SUPPLIED MATERIAL Start Marker

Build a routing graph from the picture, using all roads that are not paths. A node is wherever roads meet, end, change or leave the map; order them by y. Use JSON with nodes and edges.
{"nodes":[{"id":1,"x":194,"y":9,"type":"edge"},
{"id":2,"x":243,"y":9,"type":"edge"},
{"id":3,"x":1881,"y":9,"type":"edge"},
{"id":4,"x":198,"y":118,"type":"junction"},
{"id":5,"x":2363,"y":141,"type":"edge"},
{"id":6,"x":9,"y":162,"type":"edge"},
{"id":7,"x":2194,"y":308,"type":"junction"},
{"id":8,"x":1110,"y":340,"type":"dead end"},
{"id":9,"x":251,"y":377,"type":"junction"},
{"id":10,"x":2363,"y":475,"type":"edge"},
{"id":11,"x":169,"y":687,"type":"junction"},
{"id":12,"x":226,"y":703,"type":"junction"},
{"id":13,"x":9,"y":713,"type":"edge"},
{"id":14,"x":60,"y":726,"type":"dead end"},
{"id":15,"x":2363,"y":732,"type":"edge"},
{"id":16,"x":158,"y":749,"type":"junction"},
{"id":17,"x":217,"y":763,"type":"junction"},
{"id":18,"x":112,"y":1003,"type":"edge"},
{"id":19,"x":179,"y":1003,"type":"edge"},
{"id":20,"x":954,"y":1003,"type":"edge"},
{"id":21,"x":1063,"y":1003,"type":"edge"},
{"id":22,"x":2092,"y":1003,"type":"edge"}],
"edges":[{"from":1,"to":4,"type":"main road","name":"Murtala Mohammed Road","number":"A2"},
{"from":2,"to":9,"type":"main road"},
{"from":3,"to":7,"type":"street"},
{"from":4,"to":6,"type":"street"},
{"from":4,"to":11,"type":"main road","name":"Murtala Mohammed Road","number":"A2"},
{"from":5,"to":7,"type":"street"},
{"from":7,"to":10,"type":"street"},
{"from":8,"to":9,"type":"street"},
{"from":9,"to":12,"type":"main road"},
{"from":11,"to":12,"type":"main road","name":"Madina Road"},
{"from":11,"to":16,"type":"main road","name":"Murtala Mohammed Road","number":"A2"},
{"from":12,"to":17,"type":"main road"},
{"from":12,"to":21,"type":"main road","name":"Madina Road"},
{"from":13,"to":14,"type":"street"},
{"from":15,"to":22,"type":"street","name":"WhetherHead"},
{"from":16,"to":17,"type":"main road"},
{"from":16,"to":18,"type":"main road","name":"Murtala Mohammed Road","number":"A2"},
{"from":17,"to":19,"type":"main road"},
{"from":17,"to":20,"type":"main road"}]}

SUPPLIED MATERIAL End Marker

**WORK ORDER:** The word to look for is "edges"; copy out every line of the entries that holds it.

**OUTPUT BELOW:**
Build a routing graph from the picture, using all roads that are not paths. A node is wherever roads meet, end, change or leave the map; order them by y. Use JSON with nodes and edges.
"edges":[{"from":1,"to":4,"type":"main road","name":"Murtala Mohammed Road","number":"A2"},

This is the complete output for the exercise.